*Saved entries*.
§ §
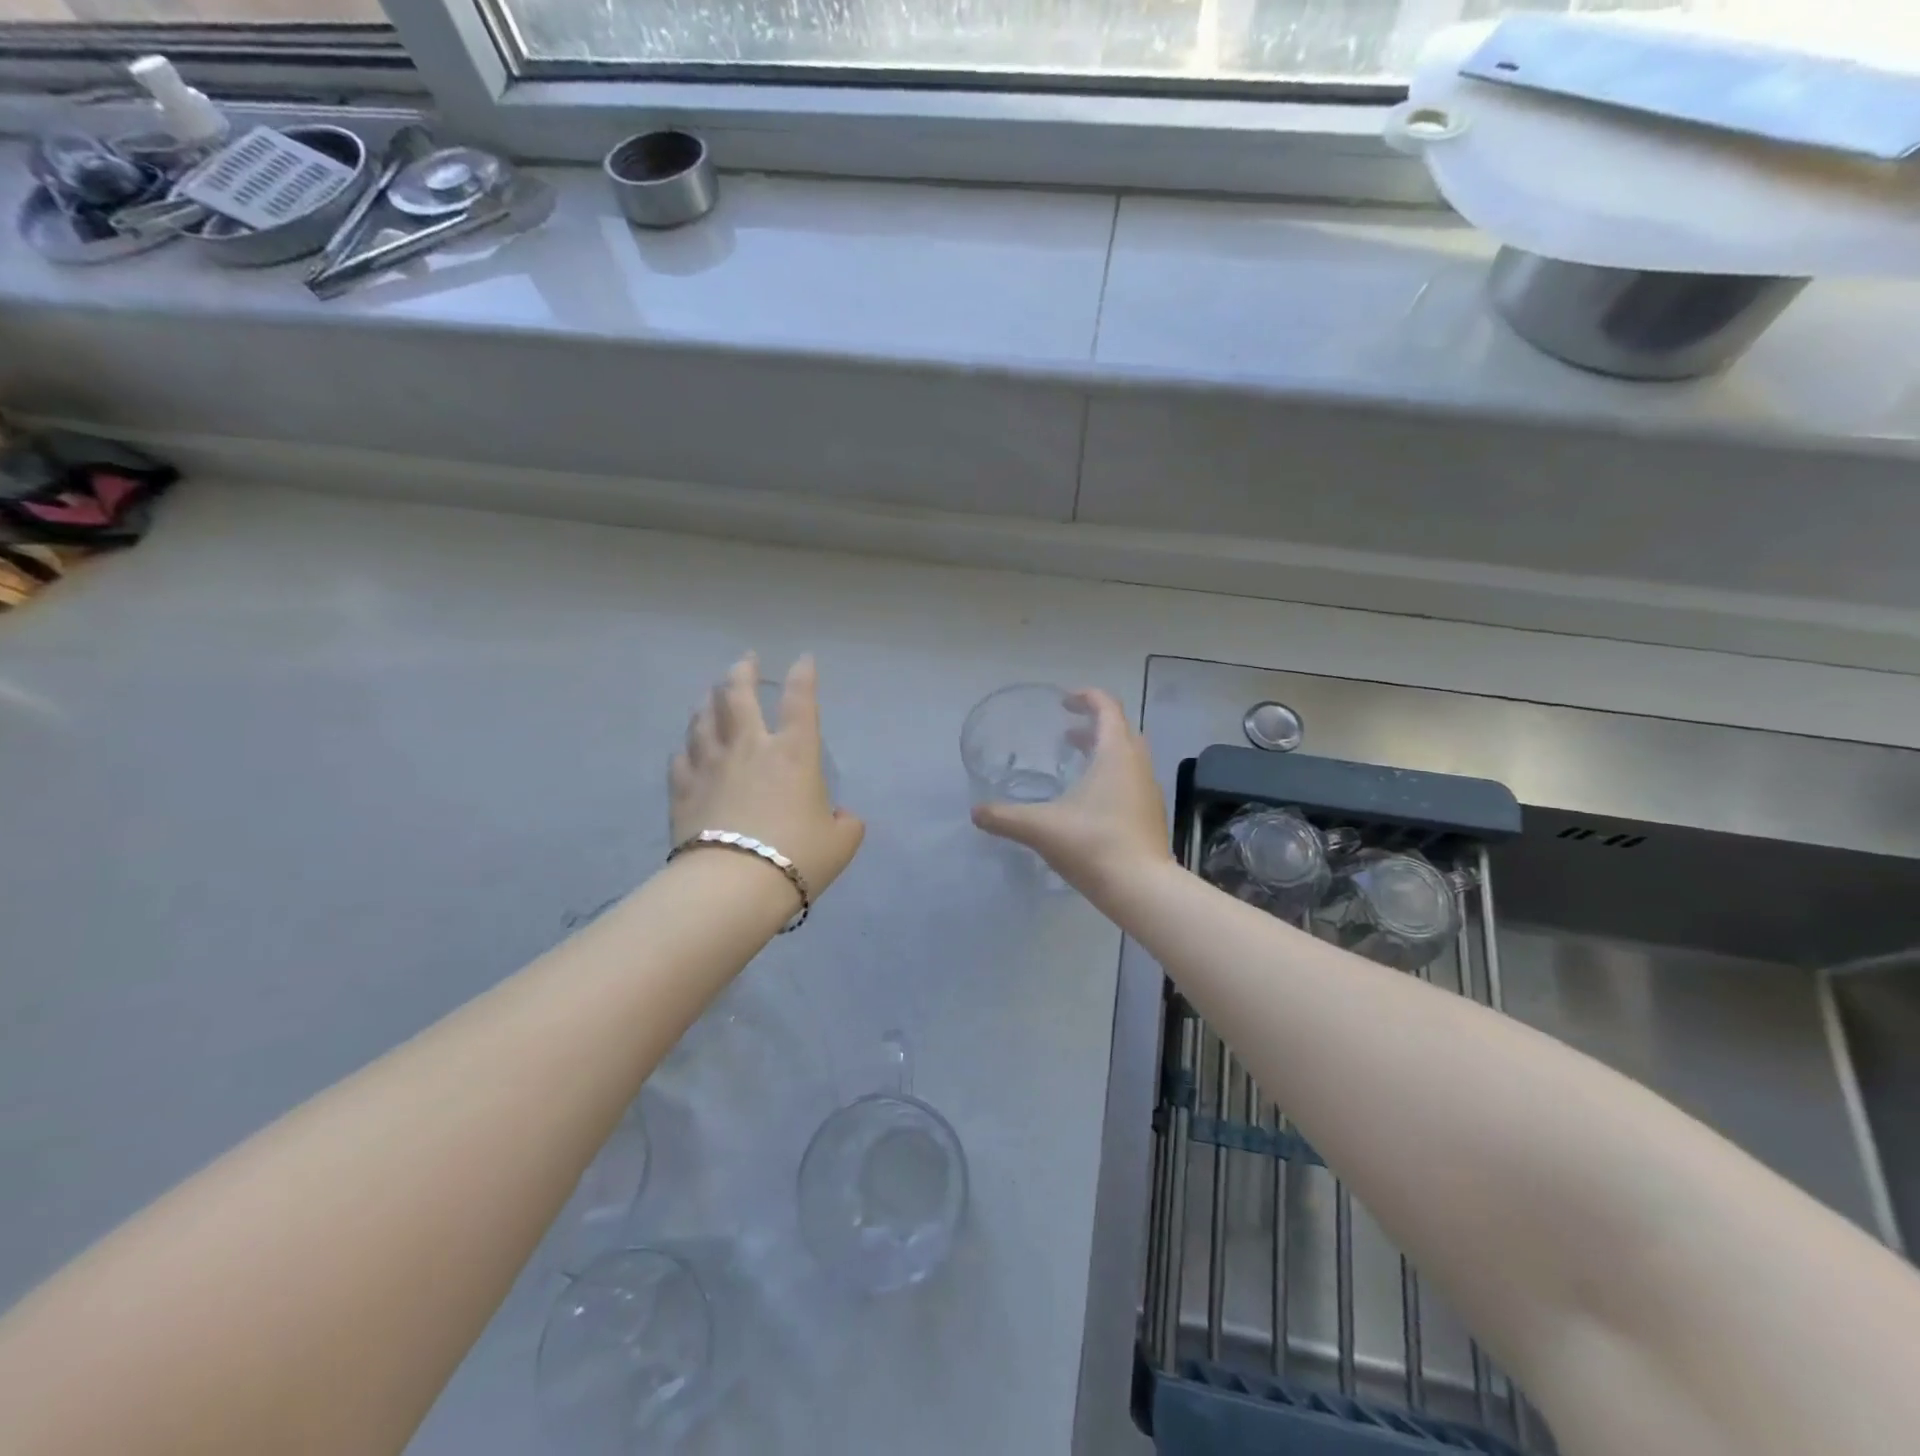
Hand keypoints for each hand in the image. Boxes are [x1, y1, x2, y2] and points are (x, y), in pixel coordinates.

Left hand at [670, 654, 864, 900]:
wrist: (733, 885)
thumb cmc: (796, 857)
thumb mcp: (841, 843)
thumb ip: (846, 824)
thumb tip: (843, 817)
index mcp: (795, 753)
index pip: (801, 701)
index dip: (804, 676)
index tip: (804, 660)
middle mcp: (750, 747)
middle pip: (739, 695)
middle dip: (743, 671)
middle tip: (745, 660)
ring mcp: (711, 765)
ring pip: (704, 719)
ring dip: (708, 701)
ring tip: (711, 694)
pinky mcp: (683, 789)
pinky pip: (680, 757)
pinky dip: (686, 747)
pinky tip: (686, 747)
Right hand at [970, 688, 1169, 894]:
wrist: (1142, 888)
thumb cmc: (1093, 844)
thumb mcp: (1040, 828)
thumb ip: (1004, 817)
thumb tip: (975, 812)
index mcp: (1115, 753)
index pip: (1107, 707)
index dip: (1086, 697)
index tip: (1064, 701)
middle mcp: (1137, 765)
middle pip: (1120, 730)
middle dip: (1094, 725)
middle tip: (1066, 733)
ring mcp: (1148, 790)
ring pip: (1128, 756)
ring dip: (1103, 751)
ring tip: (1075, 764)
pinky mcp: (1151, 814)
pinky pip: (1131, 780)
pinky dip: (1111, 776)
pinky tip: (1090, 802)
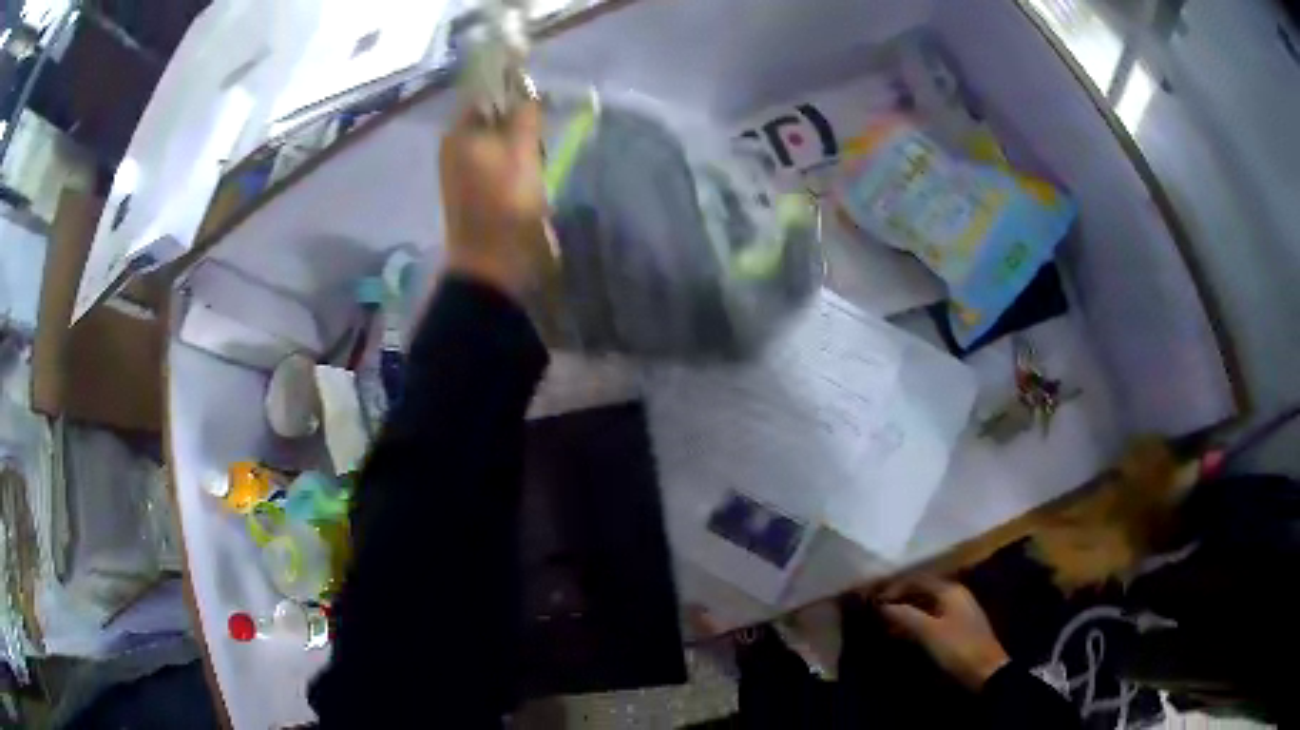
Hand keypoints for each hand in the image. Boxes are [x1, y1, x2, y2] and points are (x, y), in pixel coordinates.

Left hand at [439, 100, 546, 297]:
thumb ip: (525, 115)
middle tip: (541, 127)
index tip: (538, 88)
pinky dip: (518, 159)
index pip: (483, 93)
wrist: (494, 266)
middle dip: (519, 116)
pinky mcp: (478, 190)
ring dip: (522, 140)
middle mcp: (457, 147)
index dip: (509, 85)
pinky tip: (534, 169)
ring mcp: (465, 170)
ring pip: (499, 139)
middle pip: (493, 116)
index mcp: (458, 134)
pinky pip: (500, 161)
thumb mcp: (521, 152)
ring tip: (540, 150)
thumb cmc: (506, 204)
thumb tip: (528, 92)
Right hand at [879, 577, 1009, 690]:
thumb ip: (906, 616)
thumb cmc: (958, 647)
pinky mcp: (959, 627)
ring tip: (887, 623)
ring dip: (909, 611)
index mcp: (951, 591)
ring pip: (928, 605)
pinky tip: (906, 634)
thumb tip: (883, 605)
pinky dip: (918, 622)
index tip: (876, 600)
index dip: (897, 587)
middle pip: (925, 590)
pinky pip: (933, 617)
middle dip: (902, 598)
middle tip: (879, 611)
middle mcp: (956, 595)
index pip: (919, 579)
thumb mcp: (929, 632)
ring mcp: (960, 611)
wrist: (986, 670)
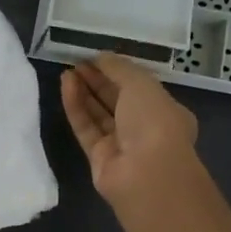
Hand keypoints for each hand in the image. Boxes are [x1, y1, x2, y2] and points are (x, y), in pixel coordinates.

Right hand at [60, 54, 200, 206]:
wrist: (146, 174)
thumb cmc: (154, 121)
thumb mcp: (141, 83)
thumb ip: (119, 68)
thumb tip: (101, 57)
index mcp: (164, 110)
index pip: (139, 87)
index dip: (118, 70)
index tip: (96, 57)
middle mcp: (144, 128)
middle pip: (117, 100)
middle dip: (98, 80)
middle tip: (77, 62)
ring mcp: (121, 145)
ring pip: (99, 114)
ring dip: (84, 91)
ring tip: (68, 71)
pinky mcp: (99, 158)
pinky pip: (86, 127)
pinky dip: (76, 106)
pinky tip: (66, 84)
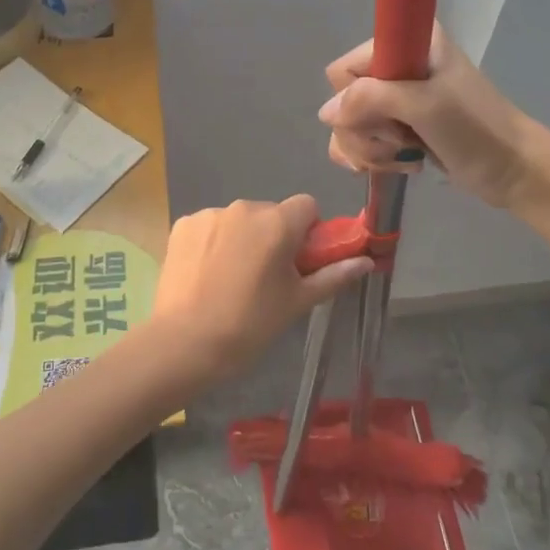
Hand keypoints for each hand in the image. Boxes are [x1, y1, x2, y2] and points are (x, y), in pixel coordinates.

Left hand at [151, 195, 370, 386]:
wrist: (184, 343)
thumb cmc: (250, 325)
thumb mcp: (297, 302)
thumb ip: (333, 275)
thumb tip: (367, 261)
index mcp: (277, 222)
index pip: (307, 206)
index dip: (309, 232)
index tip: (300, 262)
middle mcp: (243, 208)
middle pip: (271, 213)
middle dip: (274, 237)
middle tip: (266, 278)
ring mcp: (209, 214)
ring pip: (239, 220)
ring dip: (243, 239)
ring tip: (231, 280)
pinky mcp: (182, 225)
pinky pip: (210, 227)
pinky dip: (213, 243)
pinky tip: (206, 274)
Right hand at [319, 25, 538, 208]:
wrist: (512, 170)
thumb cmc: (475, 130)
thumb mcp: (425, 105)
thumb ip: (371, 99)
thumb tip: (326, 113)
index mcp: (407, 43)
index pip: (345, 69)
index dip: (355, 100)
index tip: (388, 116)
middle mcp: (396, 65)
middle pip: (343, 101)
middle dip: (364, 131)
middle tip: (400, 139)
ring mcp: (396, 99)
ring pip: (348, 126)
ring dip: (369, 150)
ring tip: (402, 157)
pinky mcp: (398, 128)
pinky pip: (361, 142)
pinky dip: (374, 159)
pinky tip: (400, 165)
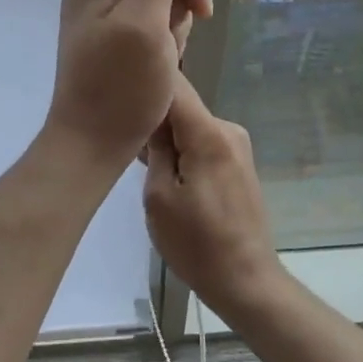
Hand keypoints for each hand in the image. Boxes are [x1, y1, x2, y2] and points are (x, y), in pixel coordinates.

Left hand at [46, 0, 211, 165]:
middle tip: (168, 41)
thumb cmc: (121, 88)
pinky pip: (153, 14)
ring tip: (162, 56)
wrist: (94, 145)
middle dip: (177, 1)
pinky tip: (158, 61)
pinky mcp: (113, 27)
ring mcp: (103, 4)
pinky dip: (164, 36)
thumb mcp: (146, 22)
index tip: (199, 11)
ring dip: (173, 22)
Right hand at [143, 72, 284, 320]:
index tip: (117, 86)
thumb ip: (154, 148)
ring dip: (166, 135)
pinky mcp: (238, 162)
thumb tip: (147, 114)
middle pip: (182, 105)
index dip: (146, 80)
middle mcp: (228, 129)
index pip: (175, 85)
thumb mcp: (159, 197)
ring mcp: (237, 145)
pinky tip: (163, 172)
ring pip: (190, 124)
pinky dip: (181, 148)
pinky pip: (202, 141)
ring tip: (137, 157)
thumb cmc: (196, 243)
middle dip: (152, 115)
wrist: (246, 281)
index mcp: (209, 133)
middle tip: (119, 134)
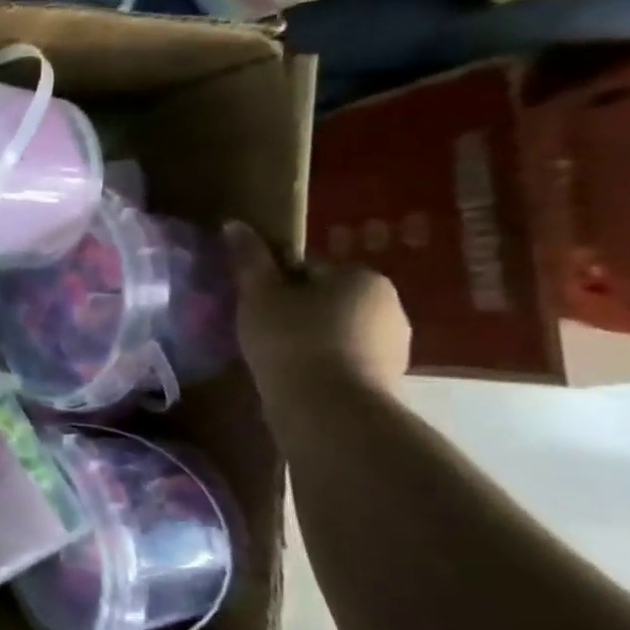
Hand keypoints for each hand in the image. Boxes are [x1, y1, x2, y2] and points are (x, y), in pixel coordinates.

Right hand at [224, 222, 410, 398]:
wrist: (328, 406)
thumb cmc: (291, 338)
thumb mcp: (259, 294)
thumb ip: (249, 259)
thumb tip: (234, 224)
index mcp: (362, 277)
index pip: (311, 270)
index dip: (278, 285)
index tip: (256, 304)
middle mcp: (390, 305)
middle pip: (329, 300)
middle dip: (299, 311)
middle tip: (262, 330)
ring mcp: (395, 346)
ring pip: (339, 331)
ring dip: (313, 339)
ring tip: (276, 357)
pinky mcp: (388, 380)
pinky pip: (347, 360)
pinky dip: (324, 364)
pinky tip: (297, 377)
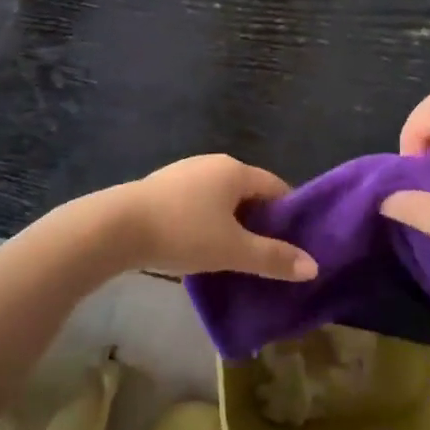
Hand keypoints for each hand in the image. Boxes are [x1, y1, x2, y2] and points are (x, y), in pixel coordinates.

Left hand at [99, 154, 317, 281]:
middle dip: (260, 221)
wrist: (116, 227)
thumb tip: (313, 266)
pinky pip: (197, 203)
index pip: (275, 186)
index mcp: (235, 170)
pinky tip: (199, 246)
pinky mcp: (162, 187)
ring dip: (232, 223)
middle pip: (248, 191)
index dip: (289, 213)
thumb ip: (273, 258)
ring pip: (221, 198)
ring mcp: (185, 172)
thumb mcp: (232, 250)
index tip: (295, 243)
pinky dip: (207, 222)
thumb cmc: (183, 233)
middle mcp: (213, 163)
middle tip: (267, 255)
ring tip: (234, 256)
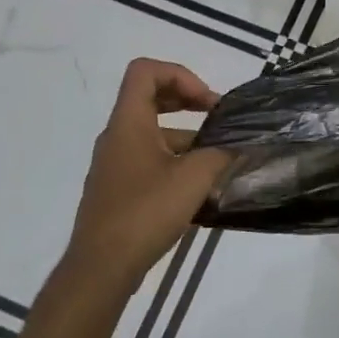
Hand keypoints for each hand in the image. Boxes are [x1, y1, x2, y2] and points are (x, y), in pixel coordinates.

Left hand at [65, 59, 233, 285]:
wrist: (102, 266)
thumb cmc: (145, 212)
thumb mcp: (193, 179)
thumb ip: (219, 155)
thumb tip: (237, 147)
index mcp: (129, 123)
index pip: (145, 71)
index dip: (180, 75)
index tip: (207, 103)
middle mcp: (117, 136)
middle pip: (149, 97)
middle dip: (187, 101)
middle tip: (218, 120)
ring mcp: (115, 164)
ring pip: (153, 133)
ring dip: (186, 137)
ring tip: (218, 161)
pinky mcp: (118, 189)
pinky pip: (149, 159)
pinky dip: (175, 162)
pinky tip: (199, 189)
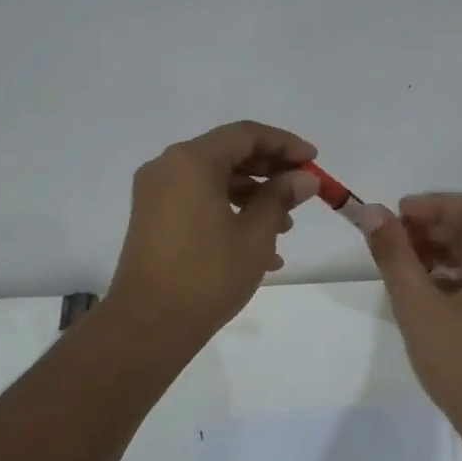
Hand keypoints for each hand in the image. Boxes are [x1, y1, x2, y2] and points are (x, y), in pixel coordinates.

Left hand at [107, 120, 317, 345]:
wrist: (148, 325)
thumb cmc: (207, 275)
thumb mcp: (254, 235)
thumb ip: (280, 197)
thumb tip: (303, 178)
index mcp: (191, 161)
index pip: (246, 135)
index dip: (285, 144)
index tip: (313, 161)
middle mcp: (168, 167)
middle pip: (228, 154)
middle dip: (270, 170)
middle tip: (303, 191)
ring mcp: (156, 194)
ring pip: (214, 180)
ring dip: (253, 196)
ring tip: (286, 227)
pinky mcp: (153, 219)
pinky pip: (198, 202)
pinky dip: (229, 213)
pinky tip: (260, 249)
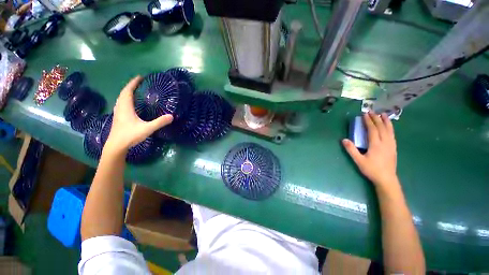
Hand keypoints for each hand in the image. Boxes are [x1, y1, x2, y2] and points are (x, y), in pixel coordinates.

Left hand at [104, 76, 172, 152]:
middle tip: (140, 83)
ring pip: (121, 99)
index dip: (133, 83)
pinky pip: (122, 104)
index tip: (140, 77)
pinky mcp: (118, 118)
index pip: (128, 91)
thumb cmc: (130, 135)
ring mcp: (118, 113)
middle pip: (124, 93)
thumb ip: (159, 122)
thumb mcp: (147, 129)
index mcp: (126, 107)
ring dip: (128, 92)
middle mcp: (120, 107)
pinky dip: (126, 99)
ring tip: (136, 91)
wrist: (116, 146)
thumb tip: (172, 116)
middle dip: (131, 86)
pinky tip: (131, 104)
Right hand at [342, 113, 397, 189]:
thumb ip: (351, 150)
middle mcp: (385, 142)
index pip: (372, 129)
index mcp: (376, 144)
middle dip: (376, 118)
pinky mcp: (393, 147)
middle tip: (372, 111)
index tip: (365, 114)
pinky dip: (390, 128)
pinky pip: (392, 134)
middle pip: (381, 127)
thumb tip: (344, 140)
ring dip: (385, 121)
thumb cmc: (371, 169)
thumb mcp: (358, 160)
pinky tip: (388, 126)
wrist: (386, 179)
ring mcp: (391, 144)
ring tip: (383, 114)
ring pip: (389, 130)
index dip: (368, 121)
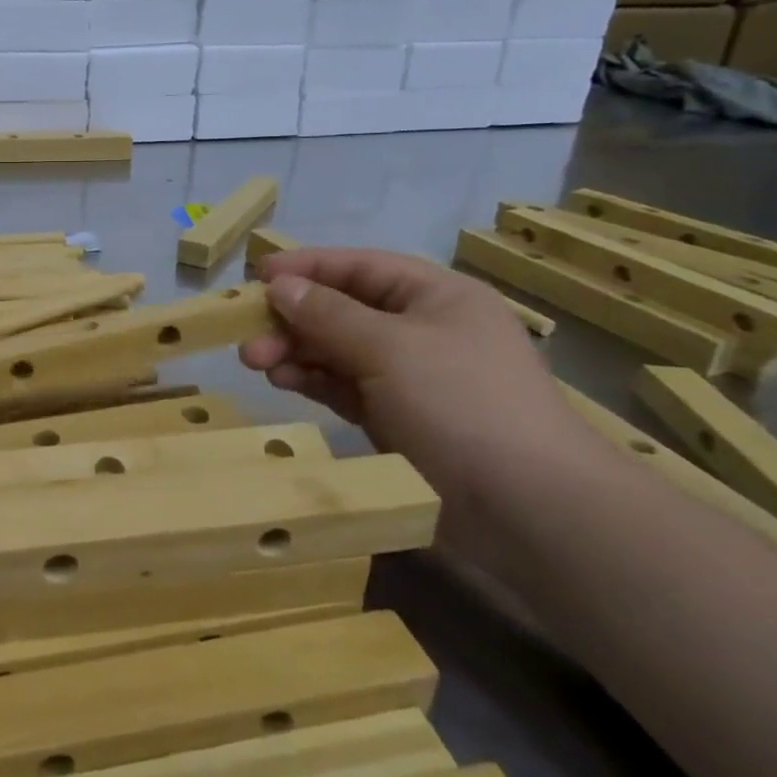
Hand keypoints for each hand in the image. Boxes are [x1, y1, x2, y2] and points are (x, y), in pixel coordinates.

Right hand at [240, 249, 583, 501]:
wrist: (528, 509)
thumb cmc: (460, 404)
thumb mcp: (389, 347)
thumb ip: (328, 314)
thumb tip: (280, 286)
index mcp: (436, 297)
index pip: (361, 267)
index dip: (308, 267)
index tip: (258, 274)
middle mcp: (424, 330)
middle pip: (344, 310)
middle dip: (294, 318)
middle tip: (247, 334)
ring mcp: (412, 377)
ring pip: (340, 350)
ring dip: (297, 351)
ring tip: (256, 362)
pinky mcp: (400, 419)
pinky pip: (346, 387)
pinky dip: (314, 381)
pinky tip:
§ §
*PROBLEM TO SOLVE*.
From the first line above down to the line with "ring dip: (1103, 751)", reproduce every line and no others, omitting pictures.

*TASK RESPONSE*.
Hand keypoints for each hand in the image. Boxes are [x1, y1, x2, y2] and points are (x, y), in pixel coordinates.

Left hand at [670, 654, 864, 900]:
wrist: (733, 885)
thumb cmc: (796, 857)
thumb mcp: (841, 843)
thumb ip: (846, 824)
thumb tip: (843, 817)
index mcp: (795, 753)
index pip: (801, 701)
index dip: (804, 676)
index tip: (804, 660)
middle mcp: (750, 747)
middle pip: (739, 695)
middle dip: (743, 671)
middle tip: (745, 660)
ring mcp: (711, 765)
ring pip: (704, 719)
ring dip: (708, 701)
ring tip: (711, 694)
pinky mcp: (683, 789)
pinky pip: (680, 757)
pinky dip: (686, 747)
pinky tip: (686, 747)
Right hand at [970, 688, 1169, 894]:
wrist: (1142, 888)
thumb cmc: (1093, 844)
thumb mcp: (1040, 828)
thumb ip: (1004, 817)
thumb tip: (975, 812)
index mcp: (1115, 753)
index pip: (1107, 707)
index dip: (1086, 697)
index tip: (1064, 701)
middle mcp: (1137, 765)
middle pip: (1120, 730)
middle dip: (1094, 725)
middle tip: (1066, 733)
ring mcp: (1148, 790)
ring pip: (1128, 756)
ring dip: (1103, 751)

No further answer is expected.